- Opening Delimiter -

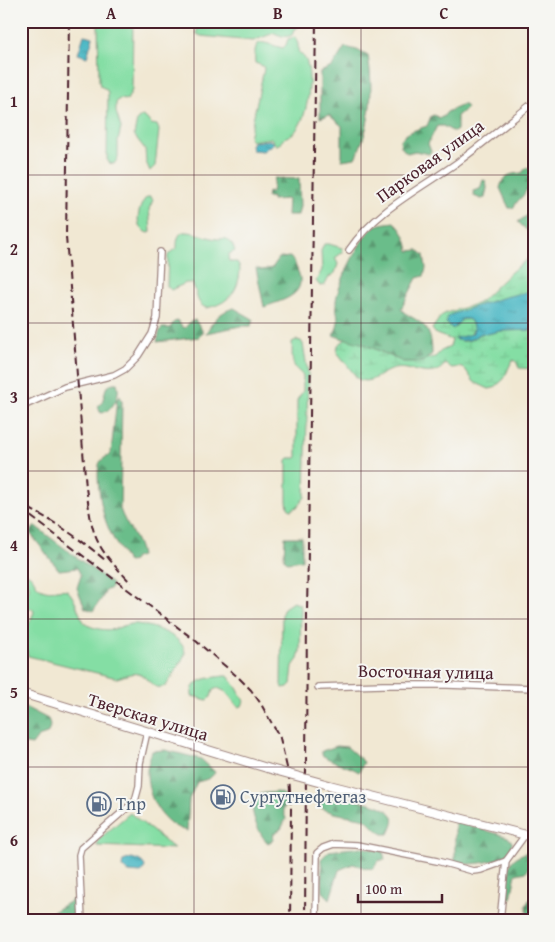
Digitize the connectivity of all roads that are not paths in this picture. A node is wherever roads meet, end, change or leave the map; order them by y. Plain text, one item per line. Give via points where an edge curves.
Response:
1 (534, 102) edge
2 (349, 250) dead end
3 (160, 252) dead end
4 (21, 407) edge
5 (318, 688) dead end
6 (534, 688) edge
7 (21, 694) edge
8 (147, 732) junction
9 (525, 834) junction
10 (534, 837) edge
11 (506, 861) junction
12 (82, 921) edge
13 (316, 921) edge
14 (500, 921) edge

1 - 2 street, Парковая улица via 458,162 378,217
3 - 4 street via 157,318 152,334 138,356 114,375 65,387
5 - 6 street, Восточная улица via 383,685
7 - 8 main road, Тверская улица
8 - 9 main road, Тверская улица, bridge via 329,785
8 - 12 street via 134,800 80,848
9 - 10 main road, Тверская улица
9 - 11 street
11 - 13 street via 473,871 357,844 334,844 317,853
11 - 14 street

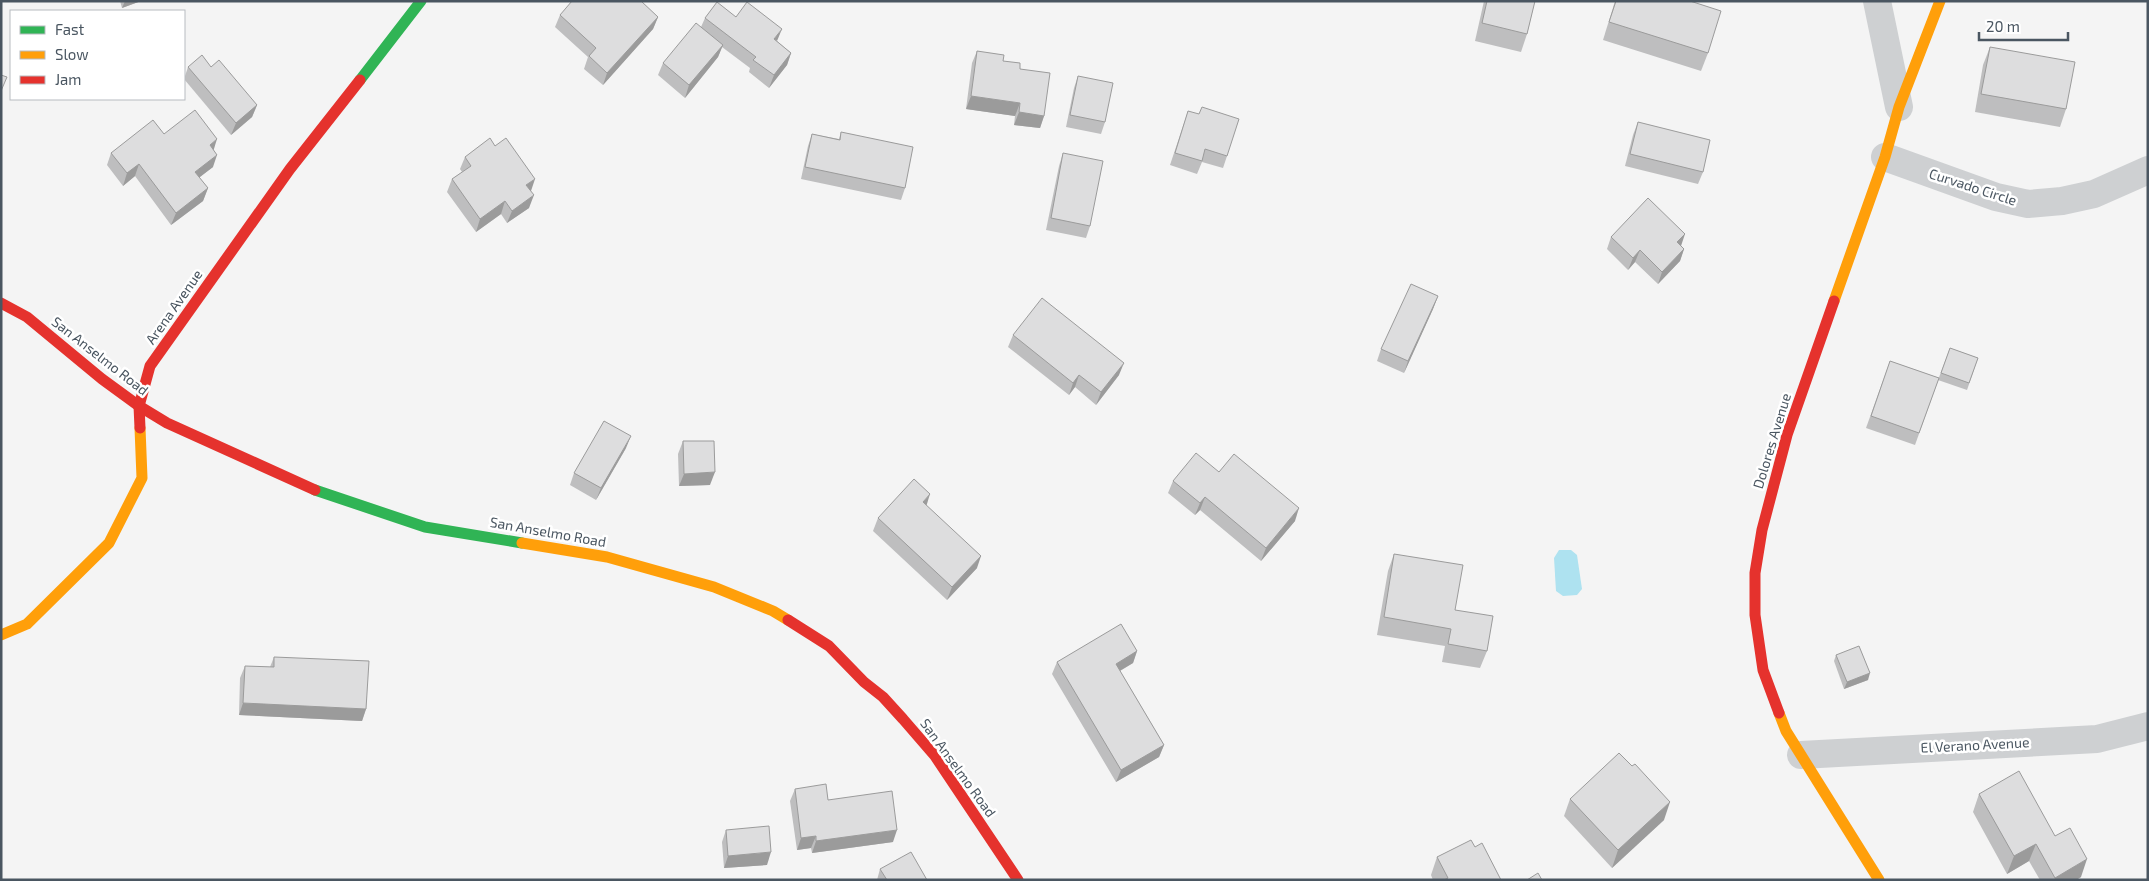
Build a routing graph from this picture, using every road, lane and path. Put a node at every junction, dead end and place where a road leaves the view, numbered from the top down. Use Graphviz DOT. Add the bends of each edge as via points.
graph roads {
  1 [pos="421,1"];
  2 [pos="1877,1"];
  3 [pos="1940,1"];
  4 [pos="1899,107"];
  5 [pos="1885,157"];
  6 [pos="2148,170"];
  7 [pos="1,303"];
  8 [pos="139,406"];
  9 [pos="1,635"];
  10 [pos="2148,726"];
  11 [pos="1802,755"];
  12 [pos="1018,880"];
  13 [pos="1879,880"];
  1 -- 8 [label="street, Arena Avenue" via="290,169 150,366"];
  2 -- 4 [label="street"];
  3 -- 4 [label="street, Dolores Avenue"];
  4 -- 5 [label="street, Dolores Avenue"];
  5 -- 6 [label="street, Curvado Circle" via="1996,197 2028,204 2094,194"];
  5 -- 11 [label="street, Dolores Avenue" via="1787,435 1762,530 1755,574 1755,615 1763,670 1786,731"];
  7 -- 8 [label="street, San Anselmo Road" via="27,317"];
  8 -- 9 [label="street, Arena Avenue" via="142,478 109,543 27,624"];
  8 -- 12 [label="street, San Anselmo Road" via="168,423 304,486 370,510 425,527 607,557 714,587 773,611 829,646 883,697 935,756"];
  10 -- 11 [label="street, El Verano Avenue" via="2097,738"];
  11 -- 13 [label="street, Dolores Avenue"];
}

- Closing Delimiter -

— Exercise —
Output the entries exactly as they appear, with no pictures included.

— Answer to the problem —
Digitize the connectivity of all roads that are not paths in this picture. A node is wherever roads meet, end, change or leave the map; order them by y. Plain text, one item per line. Give via points where an edge curves.
Response:
1 (534, 102) edge
2 (349, 250) dead end
3 (160, 252) dead end
4 (21, 407) edge
5 (318, 688) dead end
6 (534, 688) edge
7 (21, 694) edge
8 (147, 732) junction
9 (525, 834) junction
10 (534, 837) edge
11 (506, 861) junction
12 (82, 921) edge
13 (316, 921) edge
14 (500, 921) edge

1 - 2 street, Парковая улица via 458,162 378,217
3 - 4 street via 157,318 152,334 138,356 114,375 65,387
5 - 6 street, Восточная улица via 383,685
7 - 8 main road, Тверская улица
8 - 9 main road, Тверская улица, bridge via 329,785
8 - 12 street via 134,800 80,848
9 - 10 main road, Тверская улица
9 - 11 street
11 - 13 street via 473,871 357,844 334,844 317,853
11 - 14 street

Build a routing graph from this picture, using every road, lane and path. Put a node at every junction, dead end and place where a road leaves the view, numbered from the top down. Use Graphviz DOT. Add the bends of each edge as via points.
graph roads {
  1 [pos="421,1"];
  2 [pos="1877,1"];
  3 [pos="1940,1"];
  4 [pos="1899,107"];
  5 [pos="1885,157"];
  6 [pos="2148,170"];
  7 [pos="1,303"];
  8 [pos="139,406"];
  9 [pos="1,635"];
  10 [pos="2148,726"];
  11 [pos="1802,755"];
  12 [pos="1018,880"];
  13 [pos="1879,880"];
  1 -- 8 [label="street, Arena Avenue" via="290,169 150,366"];
  2 -- 4 [label="street"];
  3 -- 4 [label="street, Dolores Avenue"];
  4 -- 5 [label="street, Dolores Avenue"];
  5 -- 6 [label="street, Curvado Circle" via="1996,197 2028,204 2094,194"];
  5 -- 11 [label="street, Dolores Avenue" via="1787,435 1762,530 1755,574 1755,615 1763,670 1786,731"];
  7 -- 8 [label="street, San Anselmo Road" via="27,317"];
  8 -- 9 [label="street, Arena Avenue" via="142,478 109,543 27,624"];
  8 -- 12 [label="street, San Anselmo Road" via="168,423 304,486 370,510 425,527 607,557 714,587 773,611 829,646 883,697 935,756"];
  10 -- 11 [label="street, El Verano Avenue" via="2097,738"];
  11 -- 13 [label="street, Dolores Avenue"];
}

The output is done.